- **Input data**:
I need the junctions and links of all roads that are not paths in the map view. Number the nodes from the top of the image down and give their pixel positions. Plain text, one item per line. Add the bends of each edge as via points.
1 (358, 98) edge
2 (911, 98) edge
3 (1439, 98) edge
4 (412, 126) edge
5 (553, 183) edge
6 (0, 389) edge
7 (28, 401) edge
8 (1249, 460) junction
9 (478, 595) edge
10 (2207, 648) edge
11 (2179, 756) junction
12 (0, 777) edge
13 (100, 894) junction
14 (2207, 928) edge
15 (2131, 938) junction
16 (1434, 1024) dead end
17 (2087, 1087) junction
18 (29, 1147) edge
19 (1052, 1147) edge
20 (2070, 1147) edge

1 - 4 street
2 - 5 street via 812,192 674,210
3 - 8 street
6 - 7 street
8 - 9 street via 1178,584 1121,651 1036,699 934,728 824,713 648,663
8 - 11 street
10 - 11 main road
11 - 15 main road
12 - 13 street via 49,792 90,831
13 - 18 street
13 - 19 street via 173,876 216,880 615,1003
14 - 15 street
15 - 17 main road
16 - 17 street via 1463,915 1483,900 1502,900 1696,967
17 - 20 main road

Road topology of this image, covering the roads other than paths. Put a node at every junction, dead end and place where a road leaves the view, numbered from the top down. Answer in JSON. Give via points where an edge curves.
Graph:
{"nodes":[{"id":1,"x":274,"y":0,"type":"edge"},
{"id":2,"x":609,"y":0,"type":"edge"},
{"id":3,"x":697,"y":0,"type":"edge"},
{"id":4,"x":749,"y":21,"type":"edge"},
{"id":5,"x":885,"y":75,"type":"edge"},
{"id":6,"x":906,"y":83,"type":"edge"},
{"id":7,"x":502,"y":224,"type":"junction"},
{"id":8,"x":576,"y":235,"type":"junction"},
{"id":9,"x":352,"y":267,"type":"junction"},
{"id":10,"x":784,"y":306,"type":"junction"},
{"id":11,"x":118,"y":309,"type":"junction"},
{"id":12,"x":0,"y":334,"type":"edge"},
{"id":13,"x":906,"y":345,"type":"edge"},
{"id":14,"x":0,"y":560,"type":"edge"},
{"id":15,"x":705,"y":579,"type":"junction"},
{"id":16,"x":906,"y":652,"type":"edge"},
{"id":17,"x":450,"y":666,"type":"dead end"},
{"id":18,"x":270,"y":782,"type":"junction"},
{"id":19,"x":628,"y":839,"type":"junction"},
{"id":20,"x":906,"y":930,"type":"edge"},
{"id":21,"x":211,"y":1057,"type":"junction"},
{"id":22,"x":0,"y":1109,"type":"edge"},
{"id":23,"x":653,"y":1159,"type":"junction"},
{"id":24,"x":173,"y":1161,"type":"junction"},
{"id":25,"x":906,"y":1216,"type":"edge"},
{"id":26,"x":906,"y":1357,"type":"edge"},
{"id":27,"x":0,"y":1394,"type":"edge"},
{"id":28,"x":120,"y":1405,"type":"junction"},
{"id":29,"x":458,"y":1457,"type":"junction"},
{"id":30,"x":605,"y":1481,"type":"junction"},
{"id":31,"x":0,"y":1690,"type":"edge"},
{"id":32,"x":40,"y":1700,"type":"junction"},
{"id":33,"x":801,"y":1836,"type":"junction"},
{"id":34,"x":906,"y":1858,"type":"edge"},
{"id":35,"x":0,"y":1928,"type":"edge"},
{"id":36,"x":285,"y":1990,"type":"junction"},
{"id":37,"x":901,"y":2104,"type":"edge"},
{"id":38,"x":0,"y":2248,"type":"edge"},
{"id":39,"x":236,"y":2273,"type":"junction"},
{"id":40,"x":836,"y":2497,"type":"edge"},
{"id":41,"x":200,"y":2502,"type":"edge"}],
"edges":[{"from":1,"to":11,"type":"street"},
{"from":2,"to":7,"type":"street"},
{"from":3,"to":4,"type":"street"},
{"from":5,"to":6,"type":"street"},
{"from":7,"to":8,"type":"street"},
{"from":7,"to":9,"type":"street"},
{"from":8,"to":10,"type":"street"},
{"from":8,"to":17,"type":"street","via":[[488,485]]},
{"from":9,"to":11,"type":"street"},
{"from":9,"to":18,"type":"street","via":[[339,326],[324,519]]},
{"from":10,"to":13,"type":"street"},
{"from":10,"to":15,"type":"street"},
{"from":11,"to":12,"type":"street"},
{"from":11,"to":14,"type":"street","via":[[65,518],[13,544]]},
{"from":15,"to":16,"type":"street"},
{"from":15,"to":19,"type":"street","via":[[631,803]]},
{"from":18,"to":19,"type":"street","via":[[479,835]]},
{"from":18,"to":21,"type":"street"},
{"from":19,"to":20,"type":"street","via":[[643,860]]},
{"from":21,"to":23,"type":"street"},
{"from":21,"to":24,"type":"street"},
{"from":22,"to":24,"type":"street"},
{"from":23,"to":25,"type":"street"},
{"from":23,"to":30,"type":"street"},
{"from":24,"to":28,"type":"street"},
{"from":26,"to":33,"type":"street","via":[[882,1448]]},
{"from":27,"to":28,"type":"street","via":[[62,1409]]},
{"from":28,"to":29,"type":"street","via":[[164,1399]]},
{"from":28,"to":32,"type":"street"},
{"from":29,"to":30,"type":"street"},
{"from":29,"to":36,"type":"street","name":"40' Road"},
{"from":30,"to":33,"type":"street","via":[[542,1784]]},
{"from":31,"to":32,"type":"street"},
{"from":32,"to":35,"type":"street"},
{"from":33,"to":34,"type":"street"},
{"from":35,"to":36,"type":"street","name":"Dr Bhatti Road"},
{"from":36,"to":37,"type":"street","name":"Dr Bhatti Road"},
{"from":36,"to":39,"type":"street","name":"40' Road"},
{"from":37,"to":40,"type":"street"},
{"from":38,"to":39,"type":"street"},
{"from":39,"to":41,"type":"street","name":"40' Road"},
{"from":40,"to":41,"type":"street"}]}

- **Requirement**: Every record needs to be written out again, exactly as it was given.

- **The answer**:
I need the junctions and links of all roads that are not paths in the map view. Number the nodes from the top of the image down and give their pixel positions. Plain text, one item per line. Add the bends of each edge as via points.
1 (358, 98) edge
2 (911, 98) edge
3 (1439, 98) edge
4 (412, 126) edge
5 (553, 183) edge
6 (0, 389) edge
7 (28, 401) edge
8 (1249, 460) junction
9 (478, 595) edge
10 (2207, 648) edge
11 (2179, 756) junction
12 (0, 777) edge
13 (100, 894) junction
14 (2207, 928) edge
15 (2131, 938) junction
16 (1434, 1024) dead end
17 (2087, 1087) junction
18 (29, 1147) edge
19 (1052, 1147) edge
20 (2070, 1147) edge

1 - 4 street
2 - 5 street via 812,192 674,210
3 - 8 street
6 - 7 street
8 - 9 street via 1178,584 1121,651 1036,699 934,728 824,713 648,663
8 - 11 street
10 - 11 main road
11 - 15 main road
12 - 13 street via 49,792 90,831
13 - 18 street
13 - 19 street via 173,876 216,880 615,1003
14 - 15 street
15 - 17 main road
16 - 17 street via 1463,915 1483,900 1502,900 1696,967
17 - 20 main road

Road topology of this image, covering the roads other than paths. Put a node at every junction, dead end and place where a road leaves the view, numbered from the top down. Answer in JSON. Give via points where an edge curves.
Graph:
{"nodes":[{"id":1,"x":274,"y":0,"type":"edge"},
{"id":2,"x":609,"y":0,"type":"edge"},
{"id":3,"x":697,"y":0,"type":"edge"},
{"id":4,"x":749,"y":21,"type":"edge"},
{"id":5,"x":885,"y":75,"type":"edge"},
{"id":6,"x":906,"y":83,"type":"edge"},
{"id":7,"x":502,"y":224,"type":"junction"},
{"id":8,"x":576,"y":235,"type":"junction"},
{"id":9,"x":352,"y":267,"type":"junction"},
{"id":10,"x":784,"y":306,"type":"junction"},
{"id":11,"x":118,"y":309,"type":"junction"},
{"id":12,"x":0,"y":334,"type":"edge"},
{"id":13,"x":906,"y":345,"type":"edge"},
{"id":14,"x":0,"y":560,"type":"edge"},
{"id":15,"x":705,"y":579,"type":"junction"},
{"id":16,"x":906,"y":652,"type":"edge"},
{"id":17,"x":450,"y":666,"type":"dead end"},
{"id":18,"x":270,"y":782,"type":"junction"},
{"id":19,"x":628,"y":839,"type":"junction"},
{"id":20,"x":906,"y":930,"type":"edge"},
{"id":21,"x":211,"y":1057,"type":"junction"},
{"id":22,"x":0,"y":1109,"type":"edge"},
{"id":23,"x":653,"y":1159,"type":"junction"},
{"id":24,"x":173,"y":1161,"type":"junction"},
{"id":25,"x":906,"y":1216,"type":"edge"},
{"id":26,"x":906,"y":1357,"type":"edge"},
{"id":27,"x":0,"y":1394,"type":"edge"},
{"id":28,"x":120,"y":1405,"type":"junction"},
{"id":29,"x":458,"y":1457,"type":"junction"},
{"id":30,"x":605,"y":1481,"type":"junction"},
{"id":31,"x":0,"y":1690,"type":"edge"},
{"id":32,"x":40,"y":1700,"type":"junction"},
{"id":33,"x":801,"y":1836,"type":"junction"},
{"id":34,"x":906,"y":1858,"type":"edge"},
{"id":35,"x":0,"y":1928,"type":"edge"},
{"id":36,"x":285,"y":1990,"type":"junction"},
{"id":37,"x":901,"y":2104,"type":"edge"},
{"id":38,"x":0,"y":2248,"type":"edge"},
{"id":39,"x":236,"y":2273,"type":"junction"},
{"id":40,"x":836,"y":2497,"type":"edge"},
{"id":41,"x":200,"y":2502,"type":"edge"}],
"edges":[{"from":1,"to":11,"type":"street"},
{"from":2,"to":7,"type":"street"},
{"from":3,"to":4,"type":"street"},
{"from":5,"to":6,"type":"street"},
{"from":7,"to":8,"type":"street"},
{"from":7,"to":9,"type":"street"},
{"from":8,"to":10,"type":"street"},
{"from":8,"to":17,"type":"street","via":[[488,485]]},
{"from":9,"to":11,"type":"street"},
{"from":9,"to":18,"type":"street","via":[[339,326],[324,519]]},
{"from":10,"to":13,"type":"street"},
{"from":10,"to":15,"type":"street"},
{"from":11,"to":12,"type":"street"},
{"from":11,"to":14,"type":"street","via":[[65,518],[13,544]]},
{"from":15,"to":16,"type":"street"},
{"from":15,"to":19,"type":"street","via":[[631,803]]},
{"from":18,"to":19,"type":"street","via":[[479,835]]},
{"from":18,"to":21,"type":"street"},
{"from":19,"to":20,"type":"street","via":[[643,860]]},
{"from":21,"to":23,"type":"street"},
{"from":21,"to":24,"type":"street"},
{"from":22,"to":24,"type":"street"},
{"from":23,"to":25,"type":"street"},
{"from":23,"to":30,"type":"street"},
{"from":24,"to":28,"type":"street"},
{"from":26,"to":33,"type":"street","via":[[882,1448]]},
{"from":27,"to":28,"type":"street","via":[[62,1409]]},
{"from":28,"to":29,"type":"street","via":[[164,1399]]},
{"from":28,"to":32,"type":"street"},
{"from":29,"to":30,"type":"street"},
{"from":29,"to":36,"type":"street","name":"40' Road"},
{"from":30,"to":33,"type":"street","via":[[542,1784]]},
{"from":31,"to":32,"type":"street"},
{"from":32,"to":35,"type":"street"},
{"from":33,"to":34,"type":"street"},
{"from":35,"to":36,"type":"street","name":"Dr Bhatti Road"},
{"from":36,"to":37,"type":"street","name":"Dr Bhatti Road"},
{"from":36,"to":39,"type":"street","name":"40' Road"},
{"from":37,"to":40,"type":"street"},
{"from":38,"to":39,"type":"street"},
{"from":39,"to":41,"type":"street","name":"40' Road"},
{"from":40,"to":41,"type":"street"}]}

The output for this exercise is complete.